问题
i am a little new to asyncio in python. I was trying to run this simple code but i don't know why i am getting this unexpected output.
What i did is that, in outer
function, i created async tasks and stored it in an array tasks
. Before awaiting on these tasks i wrote a print statement print("outer")
that should run in every iteration. And inside the task i wrote another print statement print("inner")
in inner
function. But some how i am getting some unexpected output.
Here's the code -
import asyncio
def main():
loop = asyncio.get_event_loop()
loop.run_until_complete(outer(loop))
loop.close()
async def outer(loop):
tasks = []
for i in range(0, 5):
tasks.append(loop.create_task(inner()))
for task in tasks:
print("outer")
await task
async def inner():
print("inner")
await asyncio.sleep(0.5)
if __name__ == '__main__':
main()
Here's the output -
outer
inner
inner
inner
inner
inner
outer
outer
outer
outer
My Expected output was -
outer
inner
outer
inner
outer
inner
outer
inner
outer
inner
Why all the inner
are printing before outer
. What is the correct execution flow of asyncio. Thanks in advance.
回答1:
In async def outer(loop)
for i in range(0, 5):
tasks.append(loop.create_task(inner()))
- Five new
inner
tasks are created, scheduled and start running. - the event loop runs the scheduled tasks till they are completed.

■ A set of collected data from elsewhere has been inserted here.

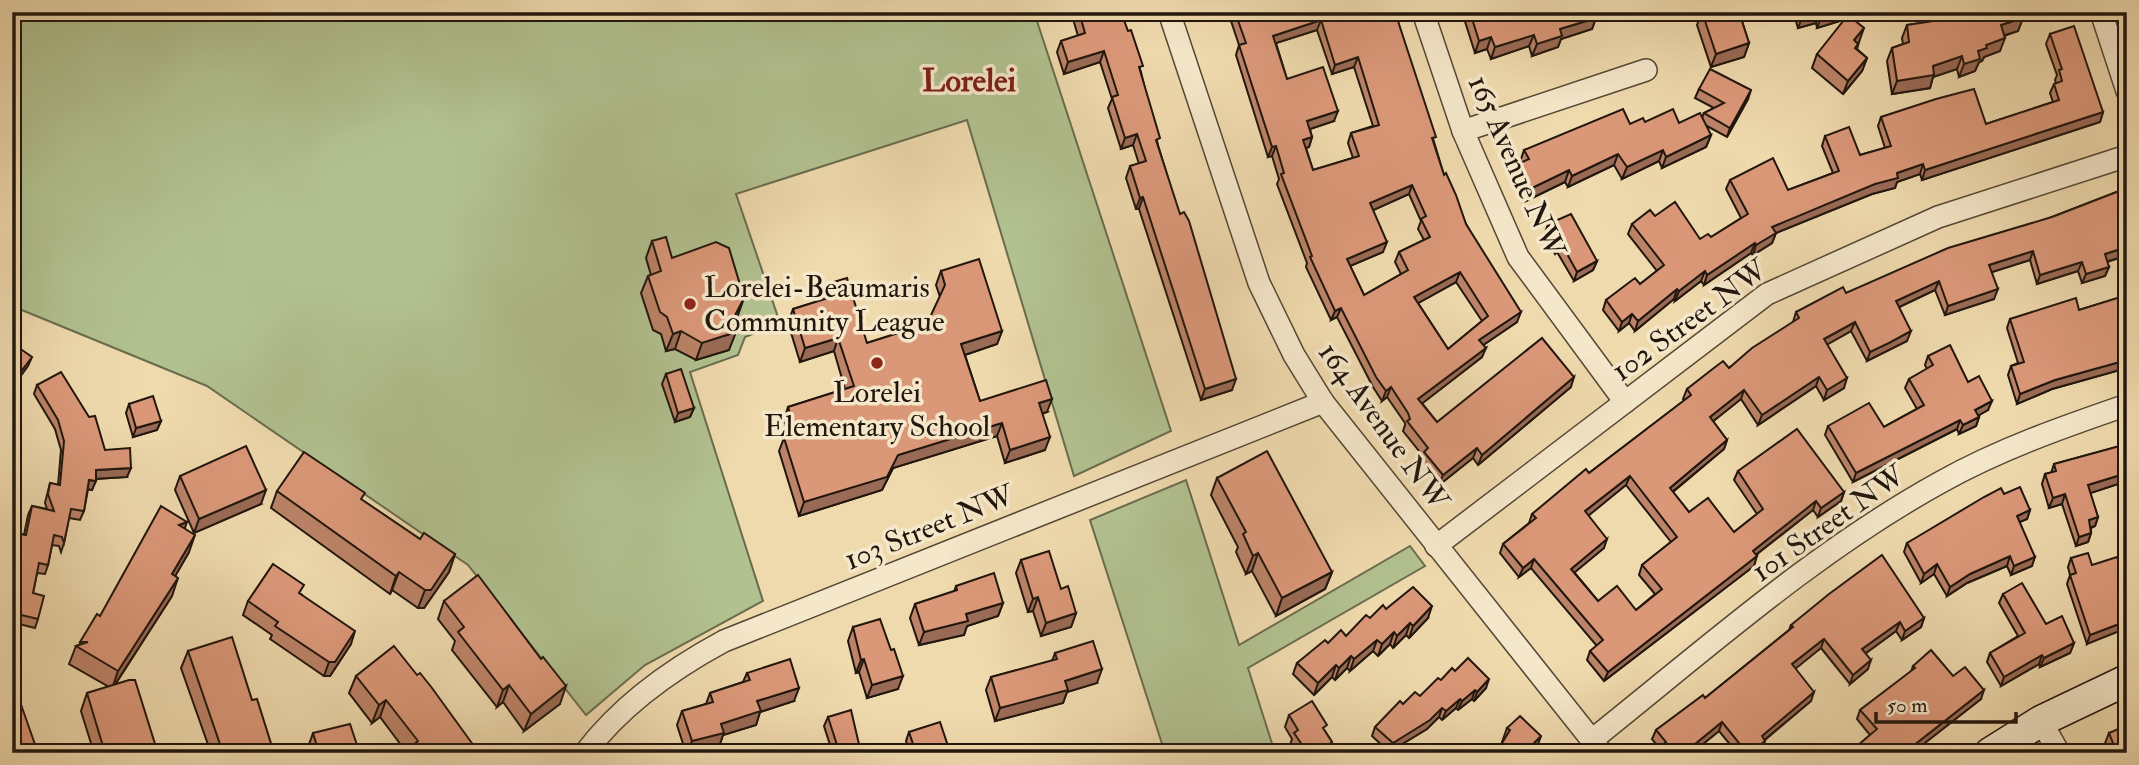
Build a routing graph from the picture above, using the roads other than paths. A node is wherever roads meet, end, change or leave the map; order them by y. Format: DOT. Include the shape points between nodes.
graph roads {
  1 [pos="1169,12"];
  2 [pos="1423,12"];
  3 [pos="2101,12"];
  4 [pos="1646,70"];
  5 [pos="2127,91"];
  6 [pos="1463,131"];
  7 [pos="2127,156"];
  8 [pos="1323,402"];
  9 [pos="1625,402"];
  10 [pos="2127,405"];
  11 [pos="1436,546"];
  12 [pos="2127,680"];
  13 [pos="2041,721"];
  14 [pos="1597,746"];
  15 [pos="585,753"];
  16 [pos="1990,753"];
  17 [pos="2059,753"];
  1 -- 8 [label="street, 164 Avenue NW" via="1259,283"];
  2 -- 6 [label="street, 165 Avenue NW"];
  3 -- 5 [label="street"];
  4 -- 6 [label="street"];
  6 -- 9 [label="street, 165 Avenue NW" via="1518,257"];
  7 -- 9 [label="street, 102 Street NW" via="1938,217 1767,294"];
  8 -- 11 [label="street, 164 Avenue NW"];
  8 -- 15 [label="street, 103 Street NW" via="724,641 649,690 611,722"];
  9 -- 11 [label="street, 102 Street NW"];
  10 -- 14 [label="street, 101 Street NW" via="2023,442 1903,503 1822,557"];
  11 -- 14 [label="street, 164 Avenue NW"];
  12 -- 13 [label="street"];
  13 -- 16 [label="street"];
  13 -- 17 [label="street"];
}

If you add a little bit more to to inner
and outer
it shows this process better:
async def outer(loop):
tasks = []
for i in range(0, 5):
tasks.append(loop.create_task(inner(i)))
await asyncio.sleep(3)
for task in tasks:
print('outer')
await task
async def inner(n):
print(f"inner {n} start")
await asyncio.sleep(0.5)
print(f'inner {n} end')
while
outer
is sleeping- The first task runs to its await statement
- The event loop suspends execution of the first task
- The event loop runs the next schduled task up to its await statement
- This continues till each task has had a chance to run up to its await statement then the event loop starts looking around to see if any of the tasks are done waiting for whatever they were waiting for - if done it lets them run some more.
- This continues till all the tasks are done
You can see that the five tasks execute and finish before the second for loop even starts.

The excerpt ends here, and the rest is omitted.